Government told to rethink March changes to SSP

The Treasury is being urged to rethink proposed changes to statutory sick pay (SSP), with the standard three-day waiting time set to be reinstated for coronavirus-related claims from 25 March 2022.

Under standard rules in the UK, employers do not have to pay SSP to an employee until the fourth qualifying day in the Period of Incapacity for Work (PIW). The PIW is a period of sickness lasting four or more consecutive calendar days, not all of which may be qualifying days. The standard rule, therefore, is to look at the PIW, look at the qualifying days and the first three are called waiting days.

During the pandemic, however, the government suspended the three-day wait for Covid-related SSP, meaning that employers must pay it from the first qualifying day. 

Frank Haskew, Head of ICAEW Tax Faculty, explained: “The amendment to the SSP rules was made in the Coronavirus Act 2020, which contains an expiry date. This means that unless there is an intervention to continue the measure coronavirus-related SSP waiting time will automatically revert to three days on 25 March 2022.”

In this event employers will need to:

  • Consider two weeks before the end of the 2021/22 tax year any changes that their payroll software may have made to accommodate the suspension of waiting days.
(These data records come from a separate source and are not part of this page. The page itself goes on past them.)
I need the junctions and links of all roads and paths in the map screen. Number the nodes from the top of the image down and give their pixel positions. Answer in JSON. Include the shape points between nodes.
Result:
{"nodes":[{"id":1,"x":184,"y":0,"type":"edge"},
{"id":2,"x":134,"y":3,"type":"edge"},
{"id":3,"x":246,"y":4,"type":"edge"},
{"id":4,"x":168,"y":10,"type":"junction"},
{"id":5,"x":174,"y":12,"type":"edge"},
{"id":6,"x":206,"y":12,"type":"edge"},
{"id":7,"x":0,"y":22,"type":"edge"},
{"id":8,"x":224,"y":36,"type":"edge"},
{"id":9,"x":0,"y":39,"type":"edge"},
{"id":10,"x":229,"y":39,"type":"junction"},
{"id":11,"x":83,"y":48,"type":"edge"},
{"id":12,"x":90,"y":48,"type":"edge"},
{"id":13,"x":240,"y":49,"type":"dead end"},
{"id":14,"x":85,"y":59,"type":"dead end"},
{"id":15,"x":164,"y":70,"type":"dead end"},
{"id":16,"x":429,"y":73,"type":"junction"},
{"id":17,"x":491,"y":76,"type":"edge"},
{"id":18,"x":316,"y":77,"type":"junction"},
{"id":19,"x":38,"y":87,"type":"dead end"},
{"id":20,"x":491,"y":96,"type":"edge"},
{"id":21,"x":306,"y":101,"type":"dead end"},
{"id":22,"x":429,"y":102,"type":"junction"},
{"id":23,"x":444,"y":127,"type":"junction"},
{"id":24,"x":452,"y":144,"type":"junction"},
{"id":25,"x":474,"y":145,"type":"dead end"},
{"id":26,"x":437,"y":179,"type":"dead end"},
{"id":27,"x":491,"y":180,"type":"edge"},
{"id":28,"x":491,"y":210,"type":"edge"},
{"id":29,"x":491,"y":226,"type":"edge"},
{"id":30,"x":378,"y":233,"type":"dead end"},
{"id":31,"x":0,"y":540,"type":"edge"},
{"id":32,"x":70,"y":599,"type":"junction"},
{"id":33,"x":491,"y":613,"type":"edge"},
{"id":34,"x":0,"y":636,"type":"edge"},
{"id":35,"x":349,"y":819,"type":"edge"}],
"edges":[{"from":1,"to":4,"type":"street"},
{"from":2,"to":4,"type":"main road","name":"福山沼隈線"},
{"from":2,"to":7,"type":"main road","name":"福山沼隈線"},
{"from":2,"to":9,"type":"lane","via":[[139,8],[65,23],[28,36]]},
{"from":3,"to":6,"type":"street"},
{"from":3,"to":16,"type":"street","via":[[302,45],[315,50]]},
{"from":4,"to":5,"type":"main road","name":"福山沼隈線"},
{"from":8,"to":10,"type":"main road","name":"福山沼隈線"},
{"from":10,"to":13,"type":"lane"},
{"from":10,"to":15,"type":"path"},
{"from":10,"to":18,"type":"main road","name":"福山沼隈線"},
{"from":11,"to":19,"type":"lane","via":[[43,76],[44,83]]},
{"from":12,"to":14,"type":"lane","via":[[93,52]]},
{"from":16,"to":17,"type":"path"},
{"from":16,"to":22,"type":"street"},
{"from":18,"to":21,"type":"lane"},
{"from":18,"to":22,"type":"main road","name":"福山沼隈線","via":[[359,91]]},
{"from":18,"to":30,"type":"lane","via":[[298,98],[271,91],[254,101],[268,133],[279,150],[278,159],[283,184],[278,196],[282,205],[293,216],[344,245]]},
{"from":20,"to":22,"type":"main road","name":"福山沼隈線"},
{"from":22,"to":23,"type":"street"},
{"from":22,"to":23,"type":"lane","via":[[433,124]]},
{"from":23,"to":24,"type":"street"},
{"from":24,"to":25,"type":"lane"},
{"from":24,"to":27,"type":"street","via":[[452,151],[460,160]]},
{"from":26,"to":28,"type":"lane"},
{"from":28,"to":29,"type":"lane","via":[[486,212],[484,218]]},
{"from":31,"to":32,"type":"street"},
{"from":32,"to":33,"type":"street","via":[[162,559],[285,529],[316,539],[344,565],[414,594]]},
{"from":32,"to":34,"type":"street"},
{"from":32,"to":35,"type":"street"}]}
This will have the effect of removing ‘coronavirus-related SSP’ and reintroducing waiting days for all absence types.
  • Tell employees claiming coronavirus-related SSP from 25 March 2022 that it will be paid from the fourth day qualifying day in the PIW, not from day one.

Following the suspension of the waiting period, small employers were able to recover the cost of the additional three days SSP from HMRC under the recovery scheme (SSPRS). But this scheme ended at the end of September and from this date, employers must cover the additional costs themselves. Any outstanding claims under the SSPRS must be submitted by the end of this year (see HMRC’s guidance).

Haskew said: “The SSP rules were not really designed with a highly infectious global pandemic in mind, which is why the current easements have been welcome. While some employees, who are ill from coronavirus or required to self-isolate, may be unable to afford not to go to work unless they are paid SSP for the first three days, there are also small businesses where the unreimbursed cost of paying three days’ coronavirus-related SSP to employees is a real burden.”